## PROBLEM TO WORK ON:
Print every record exactly.

[Collected data]
☆ ☆ ☆ ☆ ☆ ☆ ☆

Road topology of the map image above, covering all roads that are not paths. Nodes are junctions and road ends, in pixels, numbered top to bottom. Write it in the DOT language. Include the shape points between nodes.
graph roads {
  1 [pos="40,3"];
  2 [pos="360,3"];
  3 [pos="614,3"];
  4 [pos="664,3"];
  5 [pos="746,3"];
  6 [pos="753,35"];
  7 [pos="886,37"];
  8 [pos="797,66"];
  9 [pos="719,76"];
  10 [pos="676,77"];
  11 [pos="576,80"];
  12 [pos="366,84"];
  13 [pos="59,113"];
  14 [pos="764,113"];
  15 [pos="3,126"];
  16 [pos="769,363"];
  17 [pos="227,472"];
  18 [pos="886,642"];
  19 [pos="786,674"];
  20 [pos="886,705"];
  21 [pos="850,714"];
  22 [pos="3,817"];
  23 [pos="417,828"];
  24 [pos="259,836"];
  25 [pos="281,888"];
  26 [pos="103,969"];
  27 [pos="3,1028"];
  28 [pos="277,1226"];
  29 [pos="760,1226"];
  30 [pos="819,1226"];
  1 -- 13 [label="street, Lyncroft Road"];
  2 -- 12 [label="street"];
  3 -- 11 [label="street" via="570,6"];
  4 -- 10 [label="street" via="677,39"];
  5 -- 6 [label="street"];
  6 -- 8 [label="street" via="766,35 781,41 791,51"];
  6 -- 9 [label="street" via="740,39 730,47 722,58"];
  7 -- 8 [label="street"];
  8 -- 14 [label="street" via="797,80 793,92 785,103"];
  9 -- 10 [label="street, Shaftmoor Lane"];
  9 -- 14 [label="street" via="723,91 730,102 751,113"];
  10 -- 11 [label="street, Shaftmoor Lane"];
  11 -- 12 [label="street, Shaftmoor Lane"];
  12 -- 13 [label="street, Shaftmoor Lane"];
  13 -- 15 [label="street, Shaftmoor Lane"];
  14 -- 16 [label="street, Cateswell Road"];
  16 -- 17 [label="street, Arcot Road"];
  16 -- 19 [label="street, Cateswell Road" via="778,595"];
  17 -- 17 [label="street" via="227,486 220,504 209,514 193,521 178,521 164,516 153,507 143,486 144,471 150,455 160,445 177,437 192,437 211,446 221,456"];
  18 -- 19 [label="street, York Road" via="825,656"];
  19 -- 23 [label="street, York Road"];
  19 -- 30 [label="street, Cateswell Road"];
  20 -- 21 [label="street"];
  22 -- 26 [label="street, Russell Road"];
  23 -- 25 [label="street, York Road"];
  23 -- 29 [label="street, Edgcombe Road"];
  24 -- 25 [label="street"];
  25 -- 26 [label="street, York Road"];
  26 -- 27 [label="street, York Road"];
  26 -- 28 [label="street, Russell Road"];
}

☆ ☆ ☆ ☆ ☆ ☆ ☆

## EXERCISE RESULT:
Road topology of the map image above, covering all roads that are not paths. Nodes are junctions and road ends, in pixels, numbered top to bottom. Write it in the DOT language. Include the shape points between nodes.
graph roads {
  1 [pos="40,3"];
  2 [pos="360,3"];
  3 [pos="614,3"];
  4 [pos="664,3"];
  5 [pos="746,3"];
  6 [pos="753,35"];
  7 [pos="886,37"];
  8 [pos="797,66"];
  9 [pos="719,76"];
  10 [pos="676,77"];
  11 [pos="576,80"];
  12 [pos="366,84"];
  13 [pos="59,113"];
  14 [pos="764,113"];
  15 [pos="3,126"];
  16 [pos="769,363"];
  17 [pos="227,472"];
  18 [pos="886,642"];
  19 [pos="786,674"];
  20 [pos="886,705"];
  21 [pos="850,714"];
  22 [pos="3,817"];
  23 [pos="417,828"];
  24 [pos="259,836"];
  25 [pos="281,888"];
  26 [pos="103,969"];
  27 [pos="3,1028"];
  28 [pos="277,1226"];
  29 [pos="760,1226"];
  30 [pos="819,1226"];
  1 -- 13 [label="street, Lyncroft Road"];
  2 -- 12 [label="street"];
  3 -- 11 [label="street" via="570,6"];
  4 -- 10 [label="street" via="677,39"];
  5 -- 6 [label="street"];
  6 -- 8 [label="street" via="766,35 781,41 791,51"];
  6 -- 9 [label="street" via="740,39 730,47 722,58"];
  7 -- 8 [label="street"];
  8 -- 14 [label="street" via="797,80 793,92 785,103"];
  9 -- 10 [label="street, Shaftmoor Lane"];
  9 -- 14 [label="street" via="723,91 730,102 751,113"];
  10 -- 11 [label="street, Shaftmoor Lane"];
  11 -- 12 [label="street, Shaftmoor Lane"];
  12 -- 13 [label="street, Shaftmoor Lane"];
  13 -- 15 [label="street, Shaftmoor Lane"];
  14 -- 16 [label="street, Cateswell Road"];
  16 -- 17 [label="street, Arcot Road"];
  16 -- 19 [label="street, Cateswell Road" via="778,595"];
  17 -- 17 [label="street" via="227,486 220,504 209,514 193,521 178,521 164,516 153,507 143,486 144,471 150,455 160,445 177,437 192,437 211,446 221,456"];
  18 -- 19 [label="street, York Road" via="825,656"];
  19 -- 23 [label="street, York Road"];
  19 -- 30 [label="street, Cateswell Road"];
  20 -- 21 [label="street"];
  22 -- 26 [label="street, Russell Road"];
  23 -- 25 [label="street, York Road"];
  23 -- 29 [label="street, Edgcombe Road"];
  24 -- 25 [label="street"];
  25 -- 26 [label="street, York Road"];
  26 -- 27 [label="street, York Road"];
  26 -- 28 [label="street, Russell Road"];
}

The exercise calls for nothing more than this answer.